There is no magic wand that will fix this situation. There has to be a flow of new supply to meet demand, and demand is going to have to be met or otherwise cool until supply and demand are more balanced. The problem is, no one knows how high prices will go before balance happens; the less supply, the higher that “balanced” price point is. Right now, it’s either a majority of Tompkins residents lose out on the ability buy a home, or quality of life suffers enough to drive away buyers; neither of those are pleasant options.
One thing that might help, though it won’t solve the problem, is tighter regulation of Short-Term Rentals (STRs) like AirBnBs. Currently, there are about 1,200 active, unique listings in Tompkins County, a number that’s held steady recently, and 653 of those are AirBnBs that occupy an entire residential structure. Using the Town of Ithaca’s regulation as a model example, similar regulation across the whole county would reduce AirBnBs by 40% and push owners to use the unit/structure for other uses or put it up for sale. Much of that 40% taken off the STR market would be in the City of Ithaca, potentially returning 150 or so units to long-term rental and sale markets.
Not surprisingly, Katzmann and the IBR advocate for the construction of more middle-market owner-occupied housing, both from a professional standpoint (more business for realtors) and from a community benefit standpoint. Legislators acknowledged that the lack of for-sale is an issue.
“It sounds like the number one thing we could do, and we’re not going to change zoning, is provide more water and sewer, and eliminating septic and well builds,” said legislator Mike Sigler (R-6th District). Sigler asked Katzmann what other options could be considered, to which hw suggested some kind of tax deferment for vacant properties while homes are being developed for and built on them, so that less of the initial tax burden is wrapped into the listing price. Katzmann also suggested streamlined zoning or reduced permit fees, and more areas where middle-density townhomes or condos were allowed so that infrastructure and land costs could be split among more buyers.

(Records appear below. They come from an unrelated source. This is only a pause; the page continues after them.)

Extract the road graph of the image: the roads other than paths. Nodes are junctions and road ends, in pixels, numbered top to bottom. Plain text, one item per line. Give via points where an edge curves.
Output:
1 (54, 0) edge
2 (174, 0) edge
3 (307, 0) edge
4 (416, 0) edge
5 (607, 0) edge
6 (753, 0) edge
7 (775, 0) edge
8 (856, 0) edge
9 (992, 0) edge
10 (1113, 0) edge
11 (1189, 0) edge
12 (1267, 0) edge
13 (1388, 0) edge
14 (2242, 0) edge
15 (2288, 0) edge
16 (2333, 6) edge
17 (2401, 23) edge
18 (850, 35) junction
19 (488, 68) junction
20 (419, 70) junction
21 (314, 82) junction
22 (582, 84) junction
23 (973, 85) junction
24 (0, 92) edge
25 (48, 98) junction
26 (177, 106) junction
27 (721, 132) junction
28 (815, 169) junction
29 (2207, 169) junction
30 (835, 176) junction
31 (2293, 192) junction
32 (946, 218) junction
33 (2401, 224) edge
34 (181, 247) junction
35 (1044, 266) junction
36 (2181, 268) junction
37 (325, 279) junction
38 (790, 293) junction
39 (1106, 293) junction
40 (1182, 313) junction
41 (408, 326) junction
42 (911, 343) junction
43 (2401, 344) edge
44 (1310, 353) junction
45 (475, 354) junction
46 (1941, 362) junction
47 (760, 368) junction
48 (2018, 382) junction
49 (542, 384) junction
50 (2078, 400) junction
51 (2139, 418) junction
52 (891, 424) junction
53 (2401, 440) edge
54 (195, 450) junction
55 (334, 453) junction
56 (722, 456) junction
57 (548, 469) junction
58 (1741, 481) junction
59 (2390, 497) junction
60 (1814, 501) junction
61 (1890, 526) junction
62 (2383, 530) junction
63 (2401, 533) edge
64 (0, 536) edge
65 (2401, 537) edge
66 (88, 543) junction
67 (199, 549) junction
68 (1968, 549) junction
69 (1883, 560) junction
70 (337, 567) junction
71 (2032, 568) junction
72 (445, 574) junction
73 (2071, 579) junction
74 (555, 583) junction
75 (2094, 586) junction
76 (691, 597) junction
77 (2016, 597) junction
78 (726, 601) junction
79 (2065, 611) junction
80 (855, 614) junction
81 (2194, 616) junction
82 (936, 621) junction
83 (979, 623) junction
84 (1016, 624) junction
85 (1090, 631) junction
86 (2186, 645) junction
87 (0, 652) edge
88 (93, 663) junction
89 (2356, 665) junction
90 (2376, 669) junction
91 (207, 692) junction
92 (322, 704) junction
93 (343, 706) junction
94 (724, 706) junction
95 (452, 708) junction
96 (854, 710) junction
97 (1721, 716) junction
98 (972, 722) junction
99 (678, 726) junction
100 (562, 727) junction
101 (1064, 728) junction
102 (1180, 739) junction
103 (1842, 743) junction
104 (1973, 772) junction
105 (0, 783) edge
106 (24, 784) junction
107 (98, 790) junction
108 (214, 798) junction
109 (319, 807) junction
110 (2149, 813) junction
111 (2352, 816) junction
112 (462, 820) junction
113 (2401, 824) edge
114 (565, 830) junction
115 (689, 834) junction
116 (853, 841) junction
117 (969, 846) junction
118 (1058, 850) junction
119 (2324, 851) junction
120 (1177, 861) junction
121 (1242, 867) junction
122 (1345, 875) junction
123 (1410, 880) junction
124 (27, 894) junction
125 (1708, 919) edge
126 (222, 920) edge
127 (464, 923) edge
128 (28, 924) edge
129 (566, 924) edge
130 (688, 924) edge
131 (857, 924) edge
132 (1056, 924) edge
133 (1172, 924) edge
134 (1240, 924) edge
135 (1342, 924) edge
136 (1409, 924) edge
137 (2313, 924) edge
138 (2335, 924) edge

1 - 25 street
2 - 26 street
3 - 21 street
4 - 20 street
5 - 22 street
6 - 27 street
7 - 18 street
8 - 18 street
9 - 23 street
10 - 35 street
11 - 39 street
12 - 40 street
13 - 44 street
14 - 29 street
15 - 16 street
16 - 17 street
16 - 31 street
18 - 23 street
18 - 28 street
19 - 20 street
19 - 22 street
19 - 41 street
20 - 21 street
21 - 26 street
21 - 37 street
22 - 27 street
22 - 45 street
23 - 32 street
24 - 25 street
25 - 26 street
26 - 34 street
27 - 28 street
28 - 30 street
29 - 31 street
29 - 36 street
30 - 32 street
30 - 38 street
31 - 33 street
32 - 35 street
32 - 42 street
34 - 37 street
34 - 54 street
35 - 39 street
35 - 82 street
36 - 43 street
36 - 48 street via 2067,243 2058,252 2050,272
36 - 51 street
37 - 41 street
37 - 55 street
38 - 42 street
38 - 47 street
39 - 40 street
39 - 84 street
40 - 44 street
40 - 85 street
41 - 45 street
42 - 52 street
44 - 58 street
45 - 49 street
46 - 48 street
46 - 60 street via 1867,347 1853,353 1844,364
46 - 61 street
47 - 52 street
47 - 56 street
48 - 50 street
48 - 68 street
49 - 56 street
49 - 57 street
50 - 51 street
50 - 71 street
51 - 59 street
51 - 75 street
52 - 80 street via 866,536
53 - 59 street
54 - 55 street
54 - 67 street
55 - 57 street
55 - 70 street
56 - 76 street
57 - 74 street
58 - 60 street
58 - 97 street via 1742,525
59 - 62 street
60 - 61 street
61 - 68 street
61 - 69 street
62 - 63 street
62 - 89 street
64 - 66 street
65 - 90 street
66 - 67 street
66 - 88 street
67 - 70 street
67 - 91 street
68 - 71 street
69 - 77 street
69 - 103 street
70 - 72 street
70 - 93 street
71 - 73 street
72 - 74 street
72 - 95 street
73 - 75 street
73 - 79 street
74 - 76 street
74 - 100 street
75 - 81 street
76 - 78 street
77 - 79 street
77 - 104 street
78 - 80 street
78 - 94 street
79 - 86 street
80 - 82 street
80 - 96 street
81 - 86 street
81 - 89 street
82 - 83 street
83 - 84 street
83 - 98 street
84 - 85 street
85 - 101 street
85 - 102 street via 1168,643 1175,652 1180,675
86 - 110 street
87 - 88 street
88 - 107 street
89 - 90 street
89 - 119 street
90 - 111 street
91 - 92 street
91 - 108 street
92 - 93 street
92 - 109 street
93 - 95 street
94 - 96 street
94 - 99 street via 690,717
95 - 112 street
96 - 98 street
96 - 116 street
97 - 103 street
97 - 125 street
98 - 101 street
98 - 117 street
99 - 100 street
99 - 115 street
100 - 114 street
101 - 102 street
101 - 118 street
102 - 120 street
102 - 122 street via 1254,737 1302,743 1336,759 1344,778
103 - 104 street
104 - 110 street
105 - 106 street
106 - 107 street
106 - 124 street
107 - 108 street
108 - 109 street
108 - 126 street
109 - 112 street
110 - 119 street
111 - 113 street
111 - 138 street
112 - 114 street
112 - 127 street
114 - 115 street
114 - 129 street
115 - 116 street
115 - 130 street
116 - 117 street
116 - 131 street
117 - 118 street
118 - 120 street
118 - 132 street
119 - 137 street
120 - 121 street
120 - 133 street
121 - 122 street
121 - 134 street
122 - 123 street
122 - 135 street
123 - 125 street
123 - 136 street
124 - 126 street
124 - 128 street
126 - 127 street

“A couple of years ago, this committee looked at condos and townhouses, what would be helpful, what were the barriers…maybe that’s something we could take up again,” said legislator Anne Koreman (D-5th District). Koreman said they should consider consulting Saratoga County, which has had some success promoting middle-density, middle-income development, while County Planner Megan McDonald cautioned that legal regulations in New York State often make smaller condo developments cost-prohibitive.
Tompkins County Housing Planner Eliot Benman summarized the gist of the committee’s sentiments. He acknowledged the affordability issue has no easy fix, but the county can’t afford to just sit back.
“The challenge is bringing all these things together,” Benman said. “Zoning reform, a focus on middle-density housing, infrastructure and so forth. Bringing all that together in the same time and the sample place. There may be a role for the county to work with municipalities in areas they want to spur development.”